Sanitizer
Introduction
This is a middleware handler that addresses cross-site scripting concerns. It encodes the header and body according to the configuration. As body encoding depends on BodyHandler middleware, it has to be plugged into the request/response chain after the body handler if the sanitizer.bodyEnabled is true in the values.yml
If you use the http-sidecar or light-gateway, the sanitizer handler will only work with the headers. The body sanitization won’t work as the request body won’t be intercepted but transferred to the backend API directly. The only option to sanitize the request body is to set up a transform rule with a plugin to transform the request body on the sidecar or gateway. For more details on utilizing the body-sanitizer plugin, please visit here.
Configuration
Here is the default configuration file sanitizer.yml
---
# Sanitize request for cross-site scripting during runtime
# indicate if sanitizer is enabled or not
enabled: ${sanitizer.enabled:false}
# if it is enabled, the body needs to be sanitized
bodyEnabled: ${sanitizer.bodyEnabled:true}
# the encoder for the body. javascript, javascript-attribute, javascript-block or javascript-source
# There are other encoders that you can choose depending on your requirement. Please refer to site
# https://github.com/OWASP/owasp-java-encoder/blob/main/core/src/main/java/org/owasp/encoder/Encoders.java
bodyEncoder: ${sanitizer.bodyEncoder:javascript-source}
# pick up a list of keys to encode the values to limit the scope to only selected keys. You can
# choose this option if you want to only encode certain fields in the body. When this option is
# selected, you can not use the bodyAttributesToIgnore list.
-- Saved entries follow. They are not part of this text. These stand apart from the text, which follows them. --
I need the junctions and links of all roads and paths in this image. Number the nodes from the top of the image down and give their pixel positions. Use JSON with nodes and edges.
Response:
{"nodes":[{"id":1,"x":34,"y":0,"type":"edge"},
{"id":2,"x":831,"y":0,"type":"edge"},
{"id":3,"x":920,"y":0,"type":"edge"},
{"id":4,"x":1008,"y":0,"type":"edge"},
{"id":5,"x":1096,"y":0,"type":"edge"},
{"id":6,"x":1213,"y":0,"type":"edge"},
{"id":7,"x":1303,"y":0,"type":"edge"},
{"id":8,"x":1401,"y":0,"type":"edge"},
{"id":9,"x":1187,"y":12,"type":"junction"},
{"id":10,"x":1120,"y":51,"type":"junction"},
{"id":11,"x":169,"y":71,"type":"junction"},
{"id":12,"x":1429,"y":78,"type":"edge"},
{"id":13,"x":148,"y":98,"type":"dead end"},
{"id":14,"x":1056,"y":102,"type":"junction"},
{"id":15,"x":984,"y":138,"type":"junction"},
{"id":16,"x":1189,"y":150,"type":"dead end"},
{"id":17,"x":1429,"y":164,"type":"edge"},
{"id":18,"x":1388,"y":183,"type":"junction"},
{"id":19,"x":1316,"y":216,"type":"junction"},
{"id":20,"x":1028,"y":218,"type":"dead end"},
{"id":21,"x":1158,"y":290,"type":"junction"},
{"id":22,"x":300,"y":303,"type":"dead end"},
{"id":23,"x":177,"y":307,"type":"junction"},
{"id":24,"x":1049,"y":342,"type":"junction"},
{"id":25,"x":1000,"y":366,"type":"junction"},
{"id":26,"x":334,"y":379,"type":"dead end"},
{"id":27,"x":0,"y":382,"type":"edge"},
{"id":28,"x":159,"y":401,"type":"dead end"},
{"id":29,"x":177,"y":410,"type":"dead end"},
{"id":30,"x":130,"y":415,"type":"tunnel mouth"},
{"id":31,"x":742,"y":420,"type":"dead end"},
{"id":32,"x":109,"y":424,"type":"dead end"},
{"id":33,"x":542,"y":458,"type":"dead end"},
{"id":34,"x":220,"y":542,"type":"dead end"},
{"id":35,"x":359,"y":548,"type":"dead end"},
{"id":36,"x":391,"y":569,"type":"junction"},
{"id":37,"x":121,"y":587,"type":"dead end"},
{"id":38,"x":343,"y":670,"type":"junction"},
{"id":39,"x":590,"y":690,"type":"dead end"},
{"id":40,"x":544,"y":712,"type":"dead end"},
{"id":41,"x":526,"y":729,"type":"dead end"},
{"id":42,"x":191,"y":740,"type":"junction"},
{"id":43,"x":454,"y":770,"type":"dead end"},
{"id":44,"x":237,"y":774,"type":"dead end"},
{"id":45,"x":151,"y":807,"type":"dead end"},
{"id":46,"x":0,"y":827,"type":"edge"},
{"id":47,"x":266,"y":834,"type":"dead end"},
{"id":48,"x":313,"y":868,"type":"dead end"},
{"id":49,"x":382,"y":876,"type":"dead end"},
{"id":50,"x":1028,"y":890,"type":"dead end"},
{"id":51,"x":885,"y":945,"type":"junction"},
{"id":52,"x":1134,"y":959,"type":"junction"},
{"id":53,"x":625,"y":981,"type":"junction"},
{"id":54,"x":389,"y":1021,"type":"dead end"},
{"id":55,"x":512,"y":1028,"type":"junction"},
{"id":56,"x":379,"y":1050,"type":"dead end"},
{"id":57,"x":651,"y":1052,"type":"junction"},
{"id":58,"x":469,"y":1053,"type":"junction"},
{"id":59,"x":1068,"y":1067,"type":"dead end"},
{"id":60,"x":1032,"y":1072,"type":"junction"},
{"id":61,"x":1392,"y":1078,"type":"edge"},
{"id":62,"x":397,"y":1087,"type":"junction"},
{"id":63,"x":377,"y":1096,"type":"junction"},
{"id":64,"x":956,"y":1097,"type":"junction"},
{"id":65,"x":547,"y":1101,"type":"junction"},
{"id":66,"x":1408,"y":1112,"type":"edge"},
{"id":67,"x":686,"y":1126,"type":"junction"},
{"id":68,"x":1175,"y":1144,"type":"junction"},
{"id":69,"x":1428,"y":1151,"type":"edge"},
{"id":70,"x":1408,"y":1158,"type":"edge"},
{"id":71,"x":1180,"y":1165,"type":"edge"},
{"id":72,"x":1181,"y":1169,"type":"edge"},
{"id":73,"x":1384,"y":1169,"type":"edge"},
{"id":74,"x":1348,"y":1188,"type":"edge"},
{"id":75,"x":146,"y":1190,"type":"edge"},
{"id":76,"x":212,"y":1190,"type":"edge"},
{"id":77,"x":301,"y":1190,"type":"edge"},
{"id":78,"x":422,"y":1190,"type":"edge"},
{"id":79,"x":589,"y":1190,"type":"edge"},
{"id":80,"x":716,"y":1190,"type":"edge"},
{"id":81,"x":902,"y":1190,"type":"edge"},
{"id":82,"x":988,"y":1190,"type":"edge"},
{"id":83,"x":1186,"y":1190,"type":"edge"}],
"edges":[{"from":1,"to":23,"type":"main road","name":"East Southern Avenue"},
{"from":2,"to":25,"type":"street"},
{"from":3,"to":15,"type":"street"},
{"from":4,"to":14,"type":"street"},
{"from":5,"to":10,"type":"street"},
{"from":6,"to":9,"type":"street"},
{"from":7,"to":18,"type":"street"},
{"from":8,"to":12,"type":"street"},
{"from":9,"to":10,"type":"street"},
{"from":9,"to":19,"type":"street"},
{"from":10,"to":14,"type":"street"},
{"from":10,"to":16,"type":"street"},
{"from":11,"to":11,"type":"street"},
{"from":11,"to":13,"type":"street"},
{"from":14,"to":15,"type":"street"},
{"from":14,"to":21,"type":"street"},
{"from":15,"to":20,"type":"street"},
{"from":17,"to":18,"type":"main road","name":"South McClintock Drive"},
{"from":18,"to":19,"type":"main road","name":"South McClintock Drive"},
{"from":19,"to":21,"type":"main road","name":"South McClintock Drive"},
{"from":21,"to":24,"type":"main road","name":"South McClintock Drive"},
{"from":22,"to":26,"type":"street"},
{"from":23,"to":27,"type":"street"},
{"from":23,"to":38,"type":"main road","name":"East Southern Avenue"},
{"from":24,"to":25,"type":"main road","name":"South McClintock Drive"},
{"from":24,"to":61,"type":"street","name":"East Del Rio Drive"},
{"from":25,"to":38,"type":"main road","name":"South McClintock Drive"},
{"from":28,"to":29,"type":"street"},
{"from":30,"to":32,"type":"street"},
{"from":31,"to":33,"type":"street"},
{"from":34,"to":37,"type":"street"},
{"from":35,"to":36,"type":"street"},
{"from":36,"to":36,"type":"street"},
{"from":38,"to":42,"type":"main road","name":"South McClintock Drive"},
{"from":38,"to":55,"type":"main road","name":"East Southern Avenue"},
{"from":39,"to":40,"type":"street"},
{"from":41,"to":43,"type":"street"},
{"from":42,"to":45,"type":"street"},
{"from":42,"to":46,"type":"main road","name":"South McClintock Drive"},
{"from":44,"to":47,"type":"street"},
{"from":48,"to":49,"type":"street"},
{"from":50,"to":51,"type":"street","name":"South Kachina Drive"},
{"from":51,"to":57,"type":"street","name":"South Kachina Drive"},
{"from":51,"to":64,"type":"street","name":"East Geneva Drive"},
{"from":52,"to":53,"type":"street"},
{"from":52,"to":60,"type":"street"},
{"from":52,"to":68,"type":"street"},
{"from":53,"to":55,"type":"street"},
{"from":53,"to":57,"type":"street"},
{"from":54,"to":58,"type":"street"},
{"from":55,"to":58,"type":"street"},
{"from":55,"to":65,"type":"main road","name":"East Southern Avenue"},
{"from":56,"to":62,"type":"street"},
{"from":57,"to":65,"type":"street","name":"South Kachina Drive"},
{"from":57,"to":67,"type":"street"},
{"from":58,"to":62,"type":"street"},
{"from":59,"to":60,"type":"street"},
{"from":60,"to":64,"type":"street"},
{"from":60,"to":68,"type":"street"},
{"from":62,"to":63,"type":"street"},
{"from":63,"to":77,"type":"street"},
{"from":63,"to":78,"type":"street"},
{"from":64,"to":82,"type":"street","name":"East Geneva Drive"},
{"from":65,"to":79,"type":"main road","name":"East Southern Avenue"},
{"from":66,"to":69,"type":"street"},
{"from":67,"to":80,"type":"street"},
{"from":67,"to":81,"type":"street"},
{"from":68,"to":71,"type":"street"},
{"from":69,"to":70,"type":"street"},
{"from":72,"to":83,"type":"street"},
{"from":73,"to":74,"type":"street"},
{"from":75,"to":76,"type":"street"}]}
bodyAttributesToEncode: ${sanitizer.bodyAttributesToEncode:}
# pick up a list of keys to ignore the values encoding to skip some of the values so that these
# values won't be encoded. You can choose this option if you want to encode everything except
# several values with a list of the keys. When this option is selected, you can not use the
# bodyAttributesToEncode list.
bodyAttributesToIgnore: ${sanitizer.bodyAttributesToIgnore:}
# if it is enabled, the header needs to be sanitized
headerEnabled: ${sanitizer.headerEnabled:true}
# the encoder for the header. javascript, javascript-attribute, javascript-block or javascript-source
# There are other encoders that you can choose depending on your requirement. Please refer to site
# https://github.com/OWASP/owasp-java-encoder/blob/main/core/src/main/java/org/owasp/encoder/Encoders.java
headerEncoder: ${sanitizer.headerEncoder:javascript-source}
# pick up a list of keys to encode the values to limit the scope to only selected keys. You can
# choose this option if you want to only encode certain values in the headers. When this option is
# selected, you can not use the headerAttributesToIgnore list.
headerAttributesToEncode: ${sanitizer.headerAttributesToEncode:}
# pick up a list of keys to ignore the values encoding to skip some of the values so that these
# values won't be encoded. You can choose this option if you want to encode everything except
# several values with a list of the keys. When this option is selected, you can not use the
# headerAttributesToEncode list.
headerAttributesToIgnore: ${sanitizer.headerAttributesToIgnore:}
As the enabled default is false, this middleware won’t be loaded during server startup.
Once the handler is enabled, both bodyEnabled and headerEnabled are true. If you are using it on light-gateway or http-sidecar, please make sure that bodyEnabled is false. You need to use the body-sanitizer plugin to encode/transform the request body before it is transferred to the downstream API.
When to use Sanitizer
This handler should only be used when collecting user input from Web/Mobile UI and, later on, using the input data to generate web pages, for example, a forum or blog application.
Don’t use this handler for services where user input will never be used to construct web pages.
Query Parameters
In other platforms, especially JEE containers, query parameters must also be sanitized. However, I have found that Undertow does sanitize special characters in query parameters. This is why this handler doesn’t do anything about query parameters.
Encode Library
The library used for cross-site scripting sanitization is from https://www.owasp.org/index.php/Cross-site_Scripting_(XSS) and the library can be found at https://github.com/OWASP/owasp-java-encoder
Encode Level
The encoding level we are using for both header and body is forJavaScriptSource. It gives us a certain level of confidence, and it won’t mess up the header and body in most cases.